[Collected data]
[Start of Attachment]

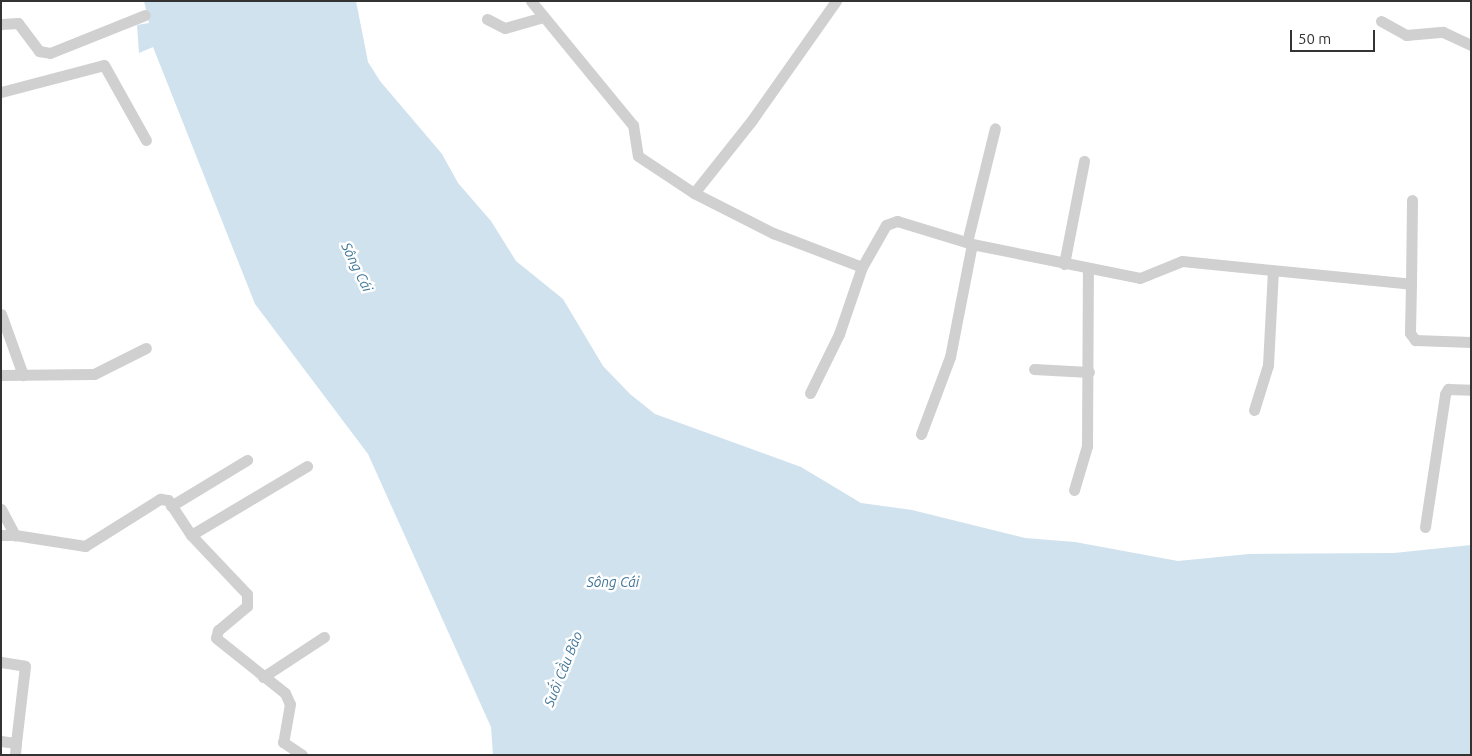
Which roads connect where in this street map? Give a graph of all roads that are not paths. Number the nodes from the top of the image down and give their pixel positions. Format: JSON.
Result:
{"nodes":[{"id":1,"x":531,"y":1,"type":"edge"},
{"id":2,"x":836,"y":1,"type":"edge"},
{"id":3,"x":145,"y":15,"type":"dead end"},
{"id":4,"x":543,"y":17,"type":"junction"},
{"id":5,"x":487,"y":19,"type":"dead end"},
{"id":6,"x":1382,"y":21,"type":"dead end"},
{"id":7,"x":1,"y":24,"type":"edge"},
{"id":8,"x":1471,"y":46,"type":"edge"},
{"id":9,"x":1,"y":92,"type":"edge"},
{"id":10,"x":995,"y":128,"type":"dead end"},
{"id":11,"x":146,"y":140,"type":"dead end"},
{"id":12,"x":1084,"y":161,"type":"dead end"},
{"id":13,"x":694,"y":193,"type":"junction"},
{"id":14,"x":1412,"y":200,"type":"dead end"},
{"id":15,"x":969,"y":243,"type":"junction"},
{"id":16,"x":1064,"y":264,"type":"junction"},
{"id":17,"x":862,"y":267,"type":"junction"},
{"id":18,"x":1088,"y":270,"type":"junction"},
{"id":19,"x":1273,"y":271,"type":"junction"},
{"id":20,"x":1410,"y":284,"type":"junction"},
{"id":21,"x":1,"y":314,"type":"edge"},
{"id":22,"x":1471,"y":342,"type":"edge"},
{"id":23,"x":146,"y":348,"type":"dead end"},
{"id":24,"x":1034,"y":369,"type":"dead end"},
{"id":25,"x":1089,"y":372,"type":"junction"},
{"id":26,"x":1,"y":374,"type":"edge"},
{"id":27,"x":23,"y":375,"type":"junction"},
{"id":28,"x":1471,"y":390,"type":"edge"},
{"id":29,"x":810,"y":393,"type":"dead end"},
{"id":30,"x":1254,"y":410,"type":"dead end"},
{"id":31,"x":921,"y":434,"type":"dead end"},
{"id":32,"x":246,"y":460,"type":"dead end"},
{"id":33,"x":307,"y":466,"type":"dead end"},
{"id":34,"x":1074,"y":490,"type":"dead end"},
{"id":35,"x":172,"y":506,"type":"junction"},
{"id":36,"x":1,"y":509,"type":"edge"},
{"id":37,"x":1425,"y":527,"type":"dead end"},
{"id":38,"x":1,"y":535,"type":"edge"},
{"id":39,"x":15,"y":535,"type":"junction"},
{"id":40,"x":191,"y":536,"type":"junction"},
{"id":41,"x":324,"y":637,"type":"dead end"},
{"id":42,"x":1,"y":662,"type":"edge"},
{"id":43,"x":263,"y":677,"type":"junction"},
{"id":44,"x":1,"y":741,"type":"edge"},
{"id":45,"x":16,"y":743,"type":"junction"},
{"id":46,"x":15,"y":755,"type":"edge"},
{"id":47,"x":302,"y":755,"type":"edge"}],
"edges":[{"from":1,"to":4,"type":"street"},
{"from":2,"to":13,"type":"street"},
{"from":3,"to":7,"type":"street"},
{"from":4,"to":5,"type":"street"},
{"from":4,"to":13,"type":"street"},
{"from":6,"to":8,"type":"street"},
{"from":9,"to":11,"type":"street"},
{"from":10,"to":15,"type":"street"},
{"from":12,"to":16,"type":"street"},
{"from":13,"to":17,"type":"street"},
{"from":14,"to":20,"type":"street"},
{"from":15,"to":16,"type":"street"},
{"from":15,"to":17,"type":"street"},
{"from":15,"to":31,"type":"street"},
{"from":16,"to":18,"type":"street"},
{"from":17,"to":29,"type":"street"},
{"from":18,"to":19,"type":"street"},
{"from":18,"to":25,"type":"street"},
{"from":19,"to":20,"type":"street"},
{"from":19,"to":30,"type":"street"},
{"from":20,"to":22,"type":"street"},
{"from":21,"to":27,"type":"street"},
{"from":23,"to":27,"type":"street"},
{"from":24,"to":25,"type":"street"},
{"from":25,"to":34,"type":"street"},
{"from":26,"to":27,"type":"street"},
{"from":28,"to":37,"type":"street"},
{"from":32,"to":35,"type":"street"},
{"from":33,"to":40,"type":"street"},
{"from":35,"to":39,"type":"street"},
{"from":35,"to":40,"type":"street"},
{"from":36,"to":39,"type":"street"},
{"from":38,"to":39,"type":"street"},
{"from":40,"to":43,"type":"street"},
{"from":41,"to":43,"type":"street"},
{"from":42,"to":45,"type":"street"},
{"from":43,"to":47,"type":"street"},
{"from":44,"to":45,"type":"street"},
{"from":45,"to":46,"type":"street"}]}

[End of Attachment]

_Action item_: Each entry above should be printed exactly, and any picture in it left out.

_Result below_:
Which roads connect where in this street map? Give a graph of all roads that are not paths. Number the nodes from the top of the image down and give their pixel positions. Format: JSON.
Result:
{"nodes":[{"id":1,"x":531,"y":1,"type":"edge"},
{"id":2,"x":836,"y":1,"type":"edge"},
{"id":3,"x":145,"y":15,"type":"dead end"},
{"id":4,"x":543,"y":17,"type":"junction"},
{"id":5,"x":487,"y":19,"type":"dead end"},
{"id":6,"x":1382,"y":21,"type":"dead end"},
{"id":7,"x":1,"y":24,"type":"edge"},
{"id":8,"x":1471,"y":46,"type":"edge"},
{"id":9,"x":1,"y":92,"type":"edge"},
{"id":10,"x":995,"y":128,"type":"dead end"},
{"id":11,"x":146,"y":140,"type":"dead end"},
{"id":12,"x":1084,"y":161,"type":"dead end"},
{"id":13,"x":694,"y":193,"type":"junction"},
{"id":14,"x":1412,"y":200,"type":"dead end"},
{"id":15,"x":969,"y":243,"type":"junction"},
{"id":16,"x":1064,"y":264,"type":"junction"},
{"id":17,"x":862,"y":267,"type":"junction"},
{"id":18,"x":1088,"y":270,"type":"junction"},
{"id":19,"x":1273,"y":271,"type":"junction"},
{"id":20,"x":1410,"y":284,"type":"junction"},
{"id":21,"x":1,"y":314,"type":"edge"},
{"id":22,"x":1471,"y":342,"type":"edge"},
{"id":23,"x":146,"y":348,"type":"dead end"},
{"id":24,"x":1034,"y":369,"type":"dead end"},
{"id":25,"x":1089,"y":372,"type":"junction"},
{"id":26,"x":1,"y":374,"type":"edge"},
{"id":27,"x":23,"y":375,"type":"junction"},
{"id":28,"x":1471,"y":390,"type":"edge"},
{"id":29,"x":810,"y":393,"type":"dead end"},
{"id":30,"x":1254,"y":410,"type":"dead end"},
{"id":31,"x":921,"y":434,"type":"dead end"},
{"id":32,"x":246,"y":460,"type":"dead end"},
{"id":33,"x":307,"y":466,"type":"dead end"},
{"id":34,"x":1074,"y":490,"type":"dead end"},
{"id":35,"x":172,"y":506,"type":"junction"},
{"id":36,"x":1,"y":509,"type":"edge"},
{"id":37,"x":1425,"y":527,"type":"dead end"},
{"id":38,"x":1,"y":535,"type":"edge"},
{"id":39,"x":15,"y":535,"type":"junction"},
{"id":40,"x":191,"y":536,"type":"junction"},
{"id":41,"x":324,"y":637,"type":"dead end"},
{"id":42,"x":1,"y":662,"type":"edge"},
{"id":43,"x":263,"y":677,"type":"junction"},
{"id":44,"x":1,"y":741,"type":"edge"},
{"id":45,"x":16,"y":743,"type":"junction"},
{"id":46,"x":15,"y":755,"type":"edge"},
{"id":47,"x":302,"y":755,"type":"edge"}],
"edges":[{"from":1,"to":4,"type":"street"},
{"from":2,"to":13,"type":"street"},
{"from":3,"to":7,"type":"street"},
{"from":4,"to":5,"type":"street"},
{"from":4,"to":13,"type":"street"},
{"from":6,"to":8,"type":"street"},
{"from":9,"to":11,"type":"street"},
{"from":10,"to":15,"type":"street"},
{"from":12,"to":16,"type":"street"},
{"from":13,"to":17,"type":"street"},
{"from":14,"to":20,"type":"street"},
{"from":15,"to":16,"type":"street"},
{"from":15,"to":17,"type":"street"},
{"from":15,"to":31,"type":"street"},
{"from":16,"to":18,"type":"street"},
{"from":17,"to":29,"type":"street"},
{"from":18,"to":19,"type":"street"},
{"from":18,"to":25,"type":"street"},
{"from":19,"to":20,"type":"street"},
{"from":19,"to":30,"type":"street"},
{"from":20,"to":22,"type":"street"},
{"from":21,"to":27,"type":"street"},
{"from":23,"to":27,"type":"street"},
{"from":24,"to":25,"type":"street"},
{"from":25,"to":34,"type":"street"},
{"from":26,"to":27,"type":"street"},
{"from":28,"to":37,"type":"street"},
{"from":32,"to":35,"type":"street"},
{"from":33,"to":40,"type":"street"},
{"from":35,"to":39,"type":"street"},
{"from":35,"to":40,"type":"street"},
{"from":36,"to":39,"type":"street"},
{"from":38,"to":39,"type":"street"},
{"from":40,"to":43,"type":"street"},
{"from":41,"to":43,"type":"street"},
{"from":42,"to":45,"type":"street"},
{"from":43,"to":47,"type":"street"},
{"from":44,"to":45,"type":"street"},
{"from":45,"to":46,"type":"street"}]}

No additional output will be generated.